92 ul remaining in 1.5 ml sample tubes

Qubit dsDNA BR assay

The captured pools were quantified following Qubit protocol for BR DNA

• 199 ul x 5.2 samples = 1034.8 ul of Buffer
• 1 ul x 5.2 samples = 5.2 ul of reagent

Sample	Avg ng/μl
Std 1	177 RFU
Std 2	17776 RFU
AA001	40.4
AA004	66.5
AA008	51

Agarose Gel Electrophoresis

The DNA quality and size were assessed following Agarose Gel Protocol for a small 1% gel.

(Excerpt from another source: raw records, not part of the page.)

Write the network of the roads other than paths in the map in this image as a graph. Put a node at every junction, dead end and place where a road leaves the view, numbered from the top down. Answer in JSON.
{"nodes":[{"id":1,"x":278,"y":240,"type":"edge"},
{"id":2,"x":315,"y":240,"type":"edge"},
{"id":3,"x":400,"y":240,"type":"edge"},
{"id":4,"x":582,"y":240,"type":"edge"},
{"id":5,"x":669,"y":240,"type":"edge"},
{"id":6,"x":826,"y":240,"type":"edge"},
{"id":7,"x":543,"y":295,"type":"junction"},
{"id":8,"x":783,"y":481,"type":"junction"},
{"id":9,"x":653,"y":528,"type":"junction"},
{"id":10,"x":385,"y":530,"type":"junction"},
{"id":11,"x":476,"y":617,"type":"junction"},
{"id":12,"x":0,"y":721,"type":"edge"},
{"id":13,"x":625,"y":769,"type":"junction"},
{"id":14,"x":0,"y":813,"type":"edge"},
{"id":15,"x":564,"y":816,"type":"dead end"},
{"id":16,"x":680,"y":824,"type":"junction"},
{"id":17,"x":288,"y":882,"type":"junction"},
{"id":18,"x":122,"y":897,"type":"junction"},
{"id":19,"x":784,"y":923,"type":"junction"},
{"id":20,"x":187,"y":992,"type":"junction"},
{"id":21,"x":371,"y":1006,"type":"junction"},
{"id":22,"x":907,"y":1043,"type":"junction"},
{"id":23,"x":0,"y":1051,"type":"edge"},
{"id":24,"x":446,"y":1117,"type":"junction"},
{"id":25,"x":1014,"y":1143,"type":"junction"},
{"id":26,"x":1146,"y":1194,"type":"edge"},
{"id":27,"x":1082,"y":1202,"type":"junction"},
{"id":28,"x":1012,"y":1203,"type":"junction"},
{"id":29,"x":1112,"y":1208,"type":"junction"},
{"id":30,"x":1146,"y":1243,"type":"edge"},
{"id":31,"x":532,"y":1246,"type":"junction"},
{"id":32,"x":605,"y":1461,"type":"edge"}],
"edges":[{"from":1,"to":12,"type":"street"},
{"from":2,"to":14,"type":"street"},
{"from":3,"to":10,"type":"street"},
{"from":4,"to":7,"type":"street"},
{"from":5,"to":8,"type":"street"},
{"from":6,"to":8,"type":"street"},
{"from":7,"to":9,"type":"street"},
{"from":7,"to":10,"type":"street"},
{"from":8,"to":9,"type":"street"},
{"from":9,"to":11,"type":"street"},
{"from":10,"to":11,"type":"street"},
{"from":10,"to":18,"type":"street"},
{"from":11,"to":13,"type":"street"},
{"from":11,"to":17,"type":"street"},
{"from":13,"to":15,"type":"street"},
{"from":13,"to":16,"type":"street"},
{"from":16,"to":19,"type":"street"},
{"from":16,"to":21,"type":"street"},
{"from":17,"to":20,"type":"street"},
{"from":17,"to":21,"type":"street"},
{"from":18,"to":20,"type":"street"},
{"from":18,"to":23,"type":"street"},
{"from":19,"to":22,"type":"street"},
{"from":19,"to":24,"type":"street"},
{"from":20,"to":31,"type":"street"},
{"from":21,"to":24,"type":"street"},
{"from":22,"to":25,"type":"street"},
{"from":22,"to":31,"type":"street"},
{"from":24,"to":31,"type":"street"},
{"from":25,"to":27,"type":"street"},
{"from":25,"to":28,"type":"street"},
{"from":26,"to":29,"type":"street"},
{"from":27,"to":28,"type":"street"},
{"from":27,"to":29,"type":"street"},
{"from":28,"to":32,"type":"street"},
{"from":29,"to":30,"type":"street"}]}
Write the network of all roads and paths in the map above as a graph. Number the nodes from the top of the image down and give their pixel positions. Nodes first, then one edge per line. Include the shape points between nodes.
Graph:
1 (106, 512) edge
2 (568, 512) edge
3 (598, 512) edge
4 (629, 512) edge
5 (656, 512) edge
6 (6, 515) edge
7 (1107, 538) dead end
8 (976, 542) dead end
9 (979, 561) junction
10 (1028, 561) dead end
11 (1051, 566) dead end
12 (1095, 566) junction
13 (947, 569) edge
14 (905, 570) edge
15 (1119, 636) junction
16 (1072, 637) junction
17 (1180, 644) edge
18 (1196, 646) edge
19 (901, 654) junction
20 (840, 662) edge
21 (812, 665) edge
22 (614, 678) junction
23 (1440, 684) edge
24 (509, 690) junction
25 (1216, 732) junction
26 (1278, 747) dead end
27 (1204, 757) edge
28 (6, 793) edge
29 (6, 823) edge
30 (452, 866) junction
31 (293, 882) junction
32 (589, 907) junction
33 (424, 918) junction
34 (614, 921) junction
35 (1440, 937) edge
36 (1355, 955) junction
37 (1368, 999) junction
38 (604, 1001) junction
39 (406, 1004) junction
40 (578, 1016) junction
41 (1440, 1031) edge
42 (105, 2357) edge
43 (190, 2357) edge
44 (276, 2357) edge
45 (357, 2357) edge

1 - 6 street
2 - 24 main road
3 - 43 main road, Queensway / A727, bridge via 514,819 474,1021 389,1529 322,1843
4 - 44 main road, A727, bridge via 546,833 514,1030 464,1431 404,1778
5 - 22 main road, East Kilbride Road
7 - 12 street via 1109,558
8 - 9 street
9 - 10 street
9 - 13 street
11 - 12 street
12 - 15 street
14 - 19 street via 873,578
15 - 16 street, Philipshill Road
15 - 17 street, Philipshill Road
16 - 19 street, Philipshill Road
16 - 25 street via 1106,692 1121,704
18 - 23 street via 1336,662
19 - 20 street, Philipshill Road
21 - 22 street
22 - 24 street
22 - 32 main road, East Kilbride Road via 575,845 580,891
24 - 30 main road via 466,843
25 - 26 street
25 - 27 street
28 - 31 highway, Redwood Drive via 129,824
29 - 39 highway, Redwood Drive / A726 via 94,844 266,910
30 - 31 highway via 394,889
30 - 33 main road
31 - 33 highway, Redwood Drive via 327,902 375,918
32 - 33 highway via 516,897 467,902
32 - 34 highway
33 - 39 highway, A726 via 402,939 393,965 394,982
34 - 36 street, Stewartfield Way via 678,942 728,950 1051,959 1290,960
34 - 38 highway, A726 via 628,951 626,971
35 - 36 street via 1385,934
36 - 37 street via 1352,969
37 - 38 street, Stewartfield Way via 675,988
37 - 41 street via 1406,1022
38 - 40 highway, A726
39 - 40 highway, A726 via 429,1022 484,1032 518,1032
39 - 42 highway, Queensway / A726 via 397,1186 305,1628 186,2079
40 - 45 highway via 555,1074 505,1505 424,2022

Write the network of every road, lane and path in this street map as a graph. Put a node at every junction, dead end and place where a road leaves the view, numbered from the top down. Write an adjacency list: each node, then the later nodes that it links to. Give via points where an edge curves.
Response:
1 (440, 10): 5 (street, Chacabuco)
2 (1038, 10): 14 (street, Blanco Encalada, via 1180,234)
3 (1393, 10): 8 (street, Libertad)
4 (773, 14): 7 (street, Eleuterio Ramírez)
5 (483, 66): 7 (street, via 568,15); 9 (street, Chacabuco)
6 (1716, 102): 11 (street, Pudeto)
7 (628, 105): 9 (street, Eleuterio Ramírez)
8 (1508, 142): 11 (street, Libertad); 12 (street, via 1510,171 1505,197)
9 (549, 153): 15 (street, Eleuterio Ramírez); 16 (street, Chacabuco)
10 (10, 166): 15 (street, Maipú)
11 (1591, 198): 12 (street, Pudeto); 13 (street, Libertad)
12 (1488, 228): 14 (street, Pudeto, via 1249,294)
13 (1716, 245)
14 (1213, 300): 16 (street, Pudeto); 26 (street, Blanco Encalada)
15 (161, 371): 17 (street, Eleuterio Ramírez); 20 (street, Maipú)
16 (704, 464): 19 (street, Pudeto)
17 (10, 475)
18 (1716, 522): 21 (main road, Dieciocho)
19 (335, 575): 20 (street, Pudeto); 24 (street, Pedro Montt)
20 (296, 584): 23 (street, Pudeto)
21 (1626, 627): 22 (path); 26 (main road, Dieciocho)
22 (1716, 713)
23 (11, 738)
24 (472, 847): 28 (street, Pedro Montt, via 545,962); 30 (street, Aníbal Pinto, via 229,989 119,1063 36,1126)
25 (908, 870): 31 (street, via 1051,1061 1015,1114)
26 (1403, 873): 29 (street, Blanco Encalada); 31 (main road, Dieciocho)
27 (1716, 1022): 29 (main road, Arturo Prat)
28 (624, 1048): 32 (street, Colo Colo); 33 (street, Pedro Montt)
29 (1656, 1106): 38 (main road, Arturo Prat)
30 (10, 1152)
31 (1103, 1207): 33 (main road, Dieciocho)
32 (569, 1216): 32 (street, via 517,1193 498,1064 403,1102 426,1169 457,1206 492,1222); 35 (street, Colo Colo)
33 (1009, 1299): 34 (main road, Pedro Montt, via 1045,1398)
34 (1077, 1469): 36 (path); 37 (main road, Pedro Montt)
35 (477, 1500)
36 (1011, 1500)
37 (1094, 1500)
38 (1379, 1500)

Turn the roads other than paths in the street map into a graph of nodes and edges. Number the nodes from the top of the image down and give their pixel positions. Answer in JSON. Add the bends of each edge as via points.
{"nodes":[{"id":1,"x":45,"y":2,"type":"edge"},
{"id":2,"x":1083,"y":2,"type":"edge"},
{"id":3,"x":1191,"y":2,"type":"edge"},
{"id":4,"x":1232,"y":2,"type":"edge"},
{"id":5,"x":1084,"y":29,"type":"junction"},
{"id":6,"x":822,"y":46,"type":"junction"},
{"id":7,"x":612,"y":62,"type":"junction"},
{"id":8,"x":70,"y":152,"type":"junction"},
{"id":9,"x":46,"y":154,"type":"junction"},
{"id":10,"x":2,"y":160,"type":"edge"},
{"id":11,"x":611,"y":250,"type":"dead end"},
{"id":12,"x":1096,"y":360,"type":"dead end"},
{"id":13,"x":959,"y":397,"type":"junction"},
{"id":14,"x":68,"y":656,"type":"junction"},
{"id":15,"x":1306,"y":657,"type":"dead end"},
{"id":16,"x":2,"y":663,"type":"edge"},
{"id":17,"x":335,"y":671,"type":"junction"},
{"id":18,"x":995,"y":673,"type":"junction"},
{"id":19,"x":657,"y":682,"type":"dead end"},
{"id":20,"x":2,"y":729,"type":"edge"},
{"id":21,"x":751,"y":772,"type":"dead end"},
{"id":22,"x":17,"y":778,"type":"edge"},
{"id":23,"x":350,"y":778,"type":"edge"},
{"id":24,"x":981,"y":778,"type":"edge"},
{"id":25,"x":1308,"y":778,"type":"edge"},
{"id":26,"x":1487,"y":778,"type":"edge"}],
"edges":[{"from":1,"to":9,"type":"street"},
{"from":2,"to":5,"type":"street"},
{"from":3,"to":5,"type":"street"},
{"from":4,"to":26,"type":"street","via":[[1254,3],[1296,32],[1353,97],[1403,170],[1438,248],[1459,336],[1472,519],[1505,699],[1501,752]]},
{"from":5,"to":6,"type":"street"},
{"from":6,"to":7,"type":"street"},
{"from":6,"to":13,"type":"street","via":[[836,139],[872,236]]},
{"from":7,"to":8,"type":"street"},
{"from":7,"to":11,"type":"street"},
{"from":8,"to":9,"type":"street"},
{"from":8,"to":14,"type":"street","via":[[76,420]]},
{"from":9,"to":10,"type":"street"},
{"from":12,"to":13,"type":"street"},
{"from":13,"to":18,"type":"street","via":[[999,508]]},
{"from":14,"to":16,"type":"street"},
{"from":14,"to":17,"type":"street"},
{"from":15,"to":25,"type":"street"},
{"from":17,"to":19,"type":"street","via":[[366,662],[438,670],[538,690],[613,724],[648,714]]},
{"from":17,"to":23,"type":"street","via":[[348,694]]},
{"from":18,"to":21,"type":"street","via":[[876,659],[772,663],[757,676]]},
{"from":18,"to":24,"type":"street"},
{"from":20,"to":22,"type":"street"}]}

Gel was run with Kevin Wong. His samples are the top row.

Gel_Practice_Part1:

The samples look very streaky. Likely due to gel artifacts Will do a 1X Beadclean and then run samples on gel again.

1X Beadclean

Completed on November 18, 2020

• Pull samples out of freezer and put on ice
• Pull KAPA Pure Beads out of fridge and let warm to room temperature for ~30 minutes
• Make new batch of 80% EtOH
• Aliqout 25 ul of the DNA sample into new labeled PRCR strip tubes
  • *67 ul saved in original 1.5-ml tubes in upright -20 freezer
• Add 25 ul of KAPA Pure Beads to each DNA sample and pipette to mix
• Incubate at room temperature on shaker for 15 minutes
• Place strip tubes on magnet, remove supernatant when clear
  • dispose of in liquid waster beaker
• Add 200 ul of 80% EtOH while samples are still on magnet
  • Remove clear supernatant
• Again, add 200 ul of 80% EtOH while still on magnet
  • Remove all of clear supernatant
• Resuspend in 25 ul of 10mM Tris HCl pH 8 and incubate at room temperature for 5 minutes
• Put tubes on magent, transfer clear supernatant to new labeled tubes
• Transfer 5 ul of each sample to new labeled PCR strip tubes for agarose gel

Qubit dsDNA BR assay

The captured pools were quantified following Qubit protocol for BR DNA

Sample	Avg ng/μl
Std 1	183 RFU
Std 2	19459 RFU
AA001	23.6
AA004	60.5
AA008	46.8

Agarose Gel Electrophoresis

The DNA quality and size were assessed following Agarose Gel Protocol for a small 1% gel.

Gel_Practice_Part2:

The gel does not look any different. I will look at the samples on the TapeStation.

TapeStation

Completed on November 25, 2020

Samples were run on the TapeStation following the protocol for Genomic DNA.

See full report here

The DNA looks pretty good, some smaller fragments around 1500 bp, but the majority is still larger fragments. I’m not sure why the gel looked bad. For future gels, I will use less DNA (2 ul instead of 5 ul) and used diluted gelgreen.